Une porte-parole du ministère fédéral de l'Innovation n'a pas souhaité commenter la compatibilité du développement de centres de données alimentés au gaz en Alberta avec la stratégie nationale d'IA verte. Elle a affirmé que le Canada alignerait le développement des nouveaux centres de données sur l'expansion des énergies propres, des normes environnementales strictes et des retombées pour les communautés locales.

Un porte-parole du gouvernement de l'Alberta n'a pas répondu aux demandes de commentaires.

UNE CONNEXION RAPIDE

De nombreux géants de la technologie se sont fixé des objectifs en matière de climat et d'émissions, ce qui, en théorie, désavantagerait le réseau électrique albertain basé sur le gaz par rapport à d'autres juridictions canadiennes comme le Québec, doté d'un réseau hydroélectrique bas carbone.

Cependant, M. Glubish a affirmé que les entreprises avec lesquelles il est en discussion se soucient davantage de la disponibilité de l'énergie et de la capacité à se connecter rapidement au réseau.

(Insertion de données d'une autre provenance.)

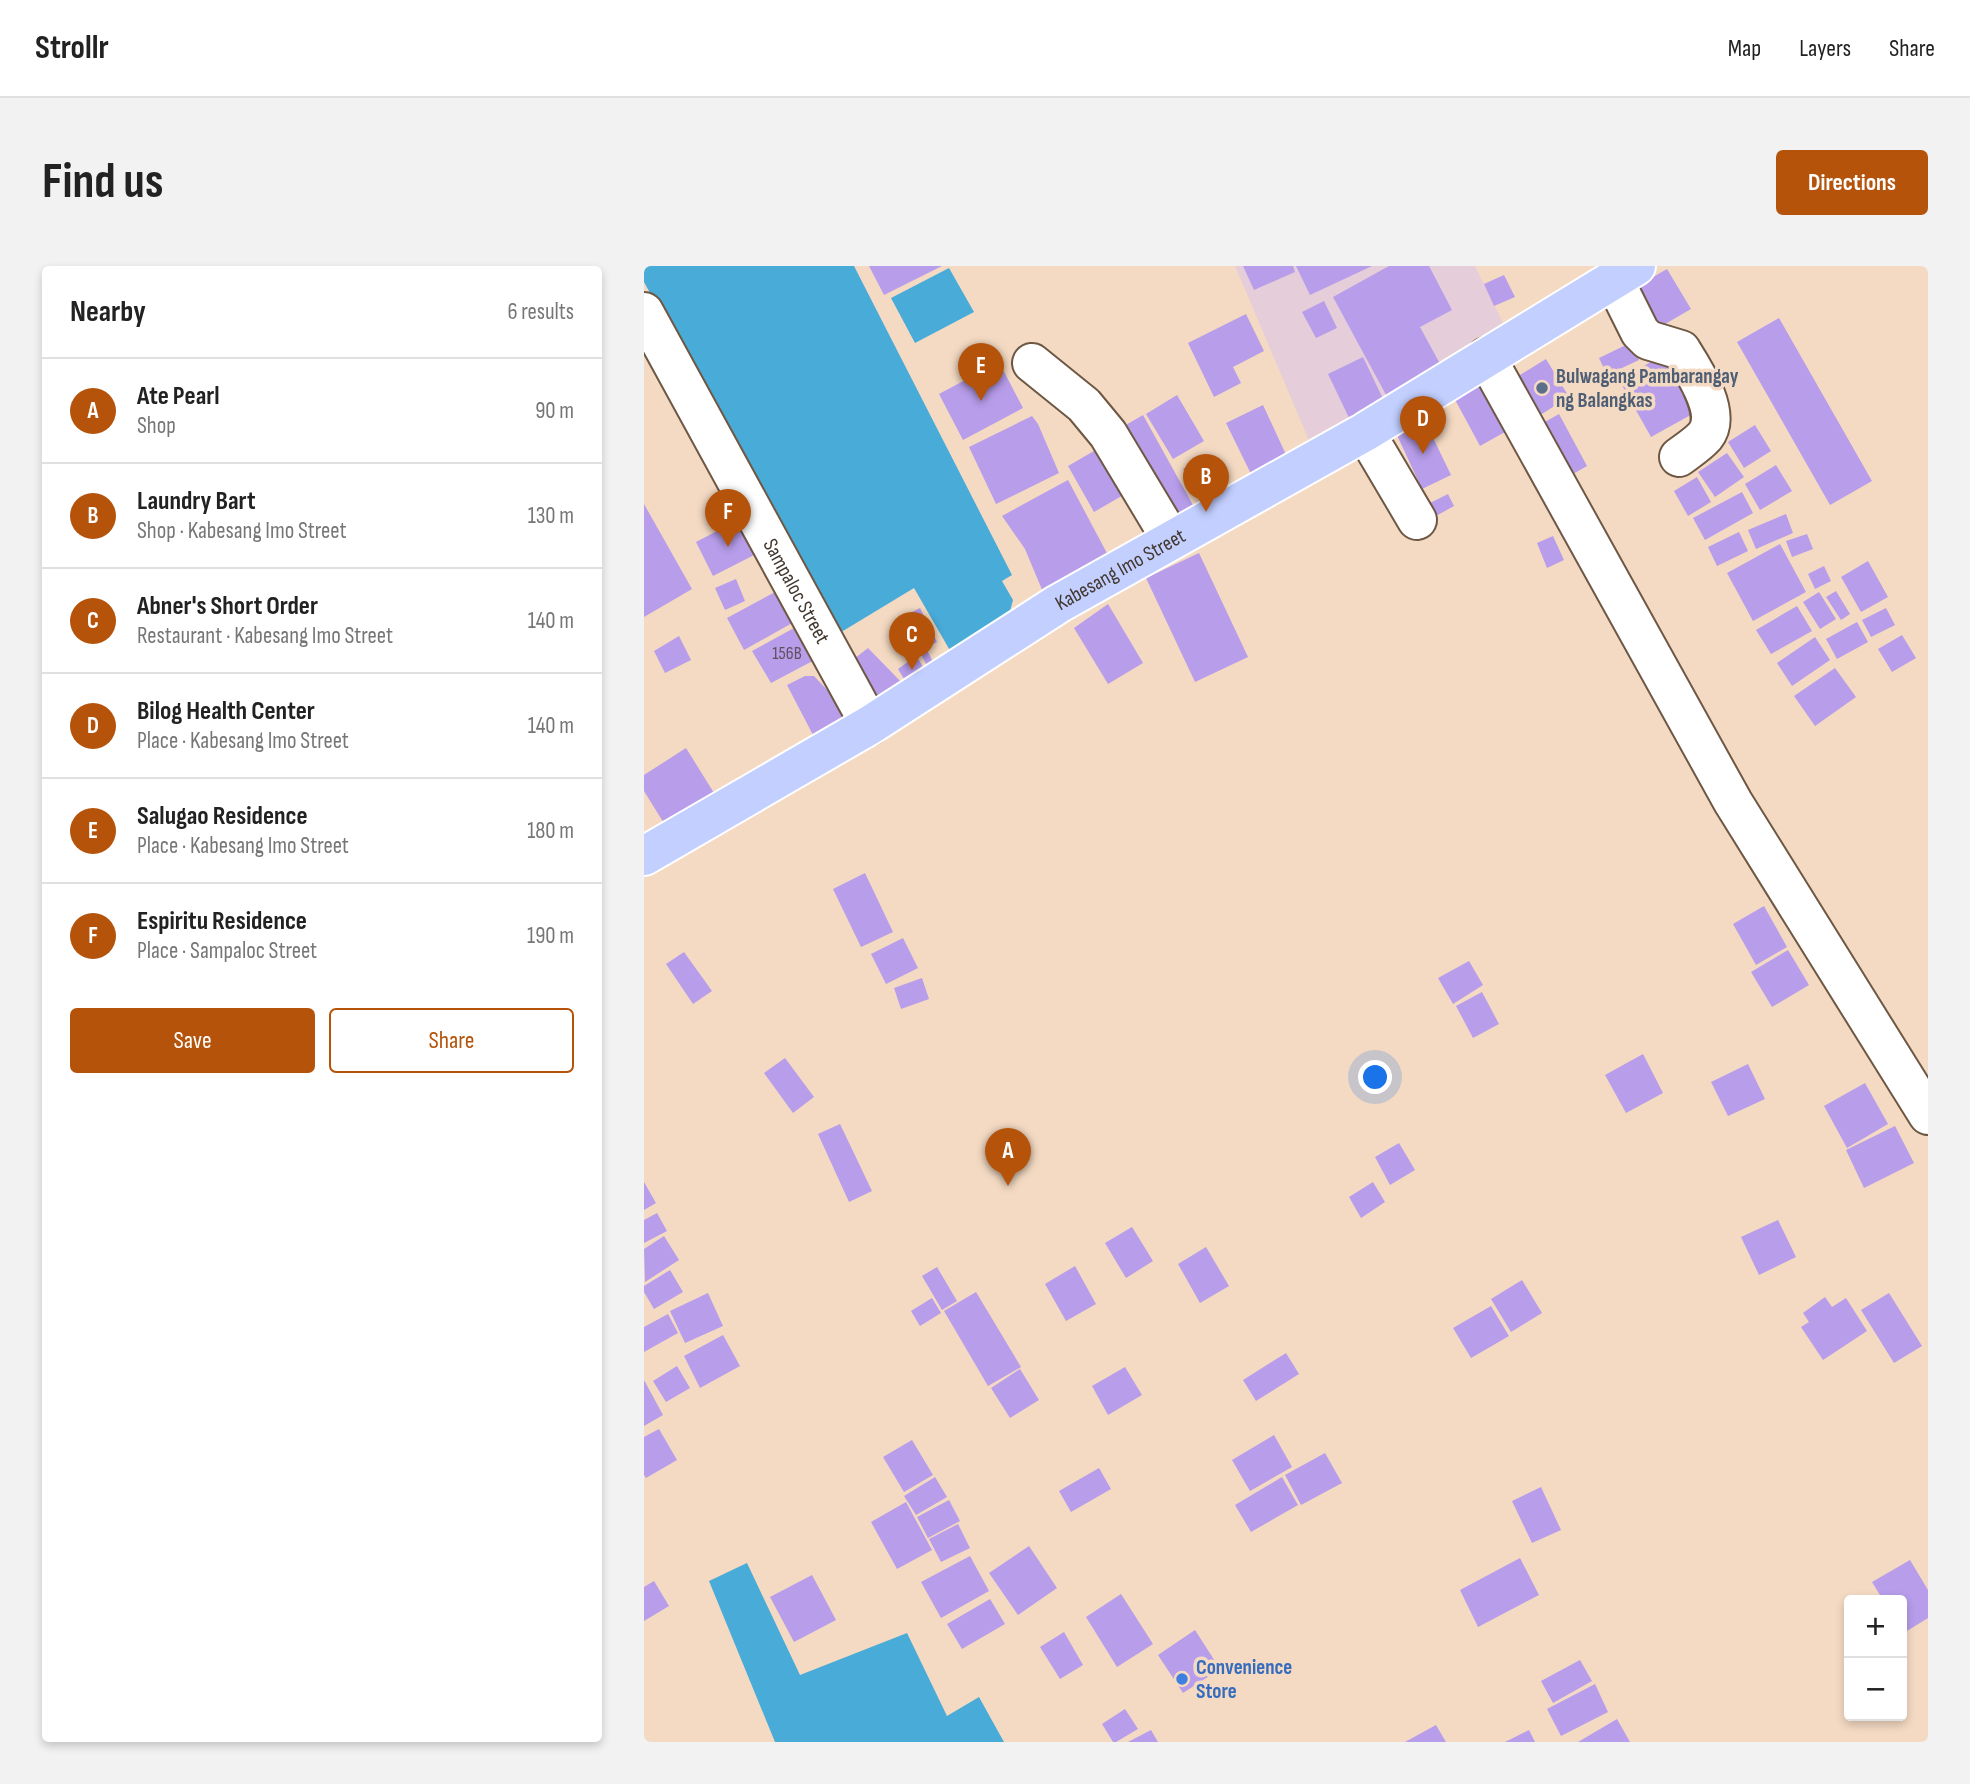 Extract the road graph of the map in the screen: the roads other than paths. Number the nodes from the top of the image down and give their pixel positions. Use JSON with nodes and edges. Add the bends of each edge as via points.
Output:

Il a refusé de nommer ces sociétés.

L'association du gaz naturel au captage et au stockage du carbone pourrait, à l'avenir, aider les entreprises technologiques à maintenir leurs objectifs climatiques, a ajouté M. Glubish.

Amazon, Alphabet et Microsoft exploitent déjà des centres de données dans le centre du Canada, mais à une échelle moindre qu'aux États-Unis, où les acteurs de l'hyperscale bénéficient de meilleures incitations fiscales et d'une plus grande proximité avec les clients.

Les leaders de l'hyperscale Meta et Microsoft ont refusé de préciser s'ils prévoyaient de s'implanter en Alberta, tandis qu'Alphabet n'a pas répondu aux sollicitations. Un porte-parole d'Amazon a indiqué que l'entreprise avait investi dans deux projets solaires et un projet éolien en Alberta, qui contribuent à alimenter ses centres de données actuels.

La société albertaine Pembina Pipeline et son partenaire Kineticor devraient prendre une décision finale d'investissement d'ici la fin juin concernant un projet de centrale au gaz naturel de 900 MW. Celle-ci est développée pour un client prévoyant de construire un centre de données de grande envergure dans la province.

Pembina a refusé de nommer le client, mais lors d'une récente conférence téléphonique, le PDG Scott Burrows a déclaré que ce projet créerait une demande supplémentaire pour le gaz naturel.

'Toute l'industrie se mobilise pour trouver un moyen d'attirer les investissements ici, afin d'accroître la demande pour notre énergie et d'éviter que cette ressource ne soit gaspillée à des prix dérisoires', a déclaré Mike Belenkie, PDG du producteur de gaz naturel Advantage Energy.